China watchers have been dubious about the quality of Chinese economic data for some time. And a recent spate of seemingly conflicting data has fuelled that criticism.

One particular quibble involves the relationship between electricity usage and industrial value added — another measure of output. The worry is that failings in the way official data are compiled may be generating results that are giving investors misconceptions about the health of China’s economy.

During the first half of this year, industrial value-added rose a robust 7 percent, while total electricity usage fell 2.24 percent. This seemingly implies that output is growing and contracting simultaneously. The divergence has attracted attention, not least because industry is half of the economy and electricity usage is one of those bits of data that is hard to massage. Even Chinese Premier Wen Jiabao has openly said that electricity usage is the data that he trusts most.

. . . .

China’s National Bureau of Statistics has posted a few articles on its website trying to reconcile the two sets of data. But their explanation — that China’s industries have become less energy dependent during the thick of the financial crisis — just does not stack up. [It sure don't!]
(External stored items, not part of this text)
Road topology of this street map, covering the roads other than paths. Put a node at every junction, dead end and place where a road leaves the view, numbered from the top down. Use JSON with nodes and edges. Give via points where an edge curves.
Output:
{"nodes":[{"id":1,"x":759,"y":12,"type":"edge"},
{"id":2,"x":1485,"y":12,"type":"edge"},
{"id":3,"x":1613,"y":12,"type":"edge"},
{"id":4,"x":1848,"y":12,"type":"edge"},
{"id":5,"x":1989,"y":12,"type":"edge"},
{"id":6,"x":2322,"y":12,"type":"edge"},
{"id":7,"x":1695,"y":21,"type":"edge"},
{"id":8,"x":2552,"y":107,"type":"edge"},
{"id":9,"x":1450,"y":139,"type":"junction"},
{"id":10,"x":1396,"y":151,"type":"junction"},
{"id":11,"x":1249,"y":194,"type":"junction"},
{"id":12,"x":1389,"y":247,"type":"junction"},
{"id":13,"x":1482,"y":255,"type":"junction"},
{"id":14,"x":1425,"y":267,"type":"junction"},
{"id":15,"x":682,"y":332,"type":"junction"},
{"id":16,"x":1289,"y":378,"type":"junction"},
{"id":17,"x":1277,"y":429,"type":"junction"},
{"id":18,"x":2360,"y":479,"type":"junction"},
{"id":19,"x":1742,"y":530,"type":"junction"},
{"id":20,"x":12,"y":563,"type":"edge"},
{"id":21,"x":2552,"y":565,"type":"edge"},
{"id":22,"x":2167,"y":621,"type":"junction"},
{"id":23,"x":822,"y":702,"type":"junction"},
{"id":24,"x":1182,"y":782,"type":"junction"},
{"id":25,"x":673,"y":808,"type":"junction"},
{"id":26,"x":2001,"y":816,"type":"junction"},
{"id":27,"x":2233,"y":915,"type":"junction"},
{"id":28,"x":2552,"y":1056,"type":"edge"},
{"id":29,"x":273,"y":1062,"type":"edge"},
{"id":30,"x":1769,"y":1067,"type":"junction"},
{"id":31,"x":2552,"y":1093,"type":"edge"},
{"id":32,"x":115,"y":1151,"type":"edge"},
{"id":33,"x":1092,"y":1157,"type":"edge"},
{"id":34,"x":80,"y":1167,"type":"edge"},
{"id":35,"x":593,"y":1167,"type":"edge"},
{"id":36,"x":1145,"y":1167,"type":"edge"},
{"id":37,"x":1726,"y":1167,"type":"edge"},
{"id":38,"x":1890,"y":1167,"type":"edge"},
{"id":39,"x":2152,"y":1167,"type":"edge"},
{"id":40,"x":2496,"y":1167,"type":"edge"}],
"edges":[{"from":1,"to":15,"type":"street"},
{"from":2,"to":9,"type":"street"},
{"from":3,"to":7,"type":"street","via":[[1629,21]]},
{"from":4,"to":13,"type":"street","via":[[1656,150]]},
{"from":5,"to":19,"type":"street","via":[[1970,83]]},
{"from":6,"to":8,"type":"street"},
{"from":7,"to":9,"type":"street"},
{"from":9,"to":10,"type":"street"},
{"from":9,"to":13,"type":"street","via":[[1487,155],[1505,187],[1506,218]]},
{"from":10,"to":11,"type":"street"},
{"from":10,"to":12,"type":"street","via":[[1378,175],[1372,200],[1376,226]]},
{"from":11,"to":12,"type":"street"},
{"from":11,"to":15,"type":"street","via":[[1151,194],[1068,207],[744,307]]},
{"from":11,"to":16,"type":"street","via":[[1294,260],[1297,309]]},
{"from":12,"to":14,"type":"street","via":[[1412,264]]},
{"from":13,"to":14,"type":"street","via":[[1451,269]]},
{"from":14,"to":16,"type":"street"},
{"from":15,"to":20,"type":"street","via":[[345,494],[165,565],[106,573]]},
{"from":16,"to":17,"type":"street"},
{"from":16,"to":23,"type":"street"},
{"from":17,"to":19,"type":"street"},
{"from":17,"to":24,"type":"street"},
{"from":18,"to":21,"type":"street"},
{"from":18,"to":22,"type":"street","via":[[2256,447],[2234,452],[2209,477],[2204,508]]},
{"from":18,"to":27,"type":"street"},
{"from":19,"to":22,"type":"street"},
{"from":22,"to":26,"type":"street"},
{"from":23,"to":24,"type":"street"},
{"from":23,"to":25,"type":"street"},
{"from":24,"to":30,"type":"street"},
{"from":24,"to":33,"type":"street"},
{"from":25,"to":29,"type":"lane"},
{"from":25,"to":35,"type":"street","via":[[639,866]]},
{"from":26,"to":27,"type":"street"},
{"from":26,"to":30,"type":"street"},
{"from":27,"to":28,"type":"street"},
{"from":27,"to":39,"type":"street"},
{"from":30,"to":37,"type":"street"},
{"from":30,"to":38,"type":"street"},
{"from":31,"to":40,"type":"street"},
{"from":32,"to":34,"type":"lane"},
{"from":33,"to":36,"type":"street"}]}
The article focuses on the fact that Chinese government statistics are biased towards large, and particularly state-owned firms, and overlook small firms that have been major contributors to recent Chinese growth. Here’s one example:

In a similar vein, the state-compiled Purchasing Manager Index consistently looks more bullish than a similar index compiled by brokerage firm CLSA this year. The two diverged sharply in March, when the official number was 52.4, indicting expansion; while the CLSA figure was only 44.8, which indicates contraction. The official index tracks mainly large state-owned firms while the CLSA index is more weighted towards small, private firms.

A relative in-depth analysis from the American Enterprise Institute reinforces these points, and adds considerable detail:

Make no mistake: China’s 8 percent growth target for 2009 will be achieved, almost by definition. Whether or not that is a healthy outcome depends upon how you look at it and upon understanding just how China’s economy functions and what China’s growth “accomplishment” means. Chinese economic data are constructed very differently from the roughly comparable U.S. statistics, so that looking at Chinese data through a lens conditioned by U.S. data-building and reporting conventions can be misleading.

. . . .

China’s 8 percent output growth target will be met because China’s economic statistics are based on recorded production activity, rather than being a measure of expenditure growth–defined as the sum of consumption, investment, government spending, and net exports–as U.S. data are. The U.S. stimulus package, for example, attempts to boost GDP by undertaking measures that will boost consumption, investment, and government spending. China, however, decrees measures that will generate recorded increases in production spending. Part of the Chinese stimulus package involves large transfers of funds from the central-government planners directly to state-owned enterprises and to fixed-asset investment projects that are aimed at public works spending largely under its control.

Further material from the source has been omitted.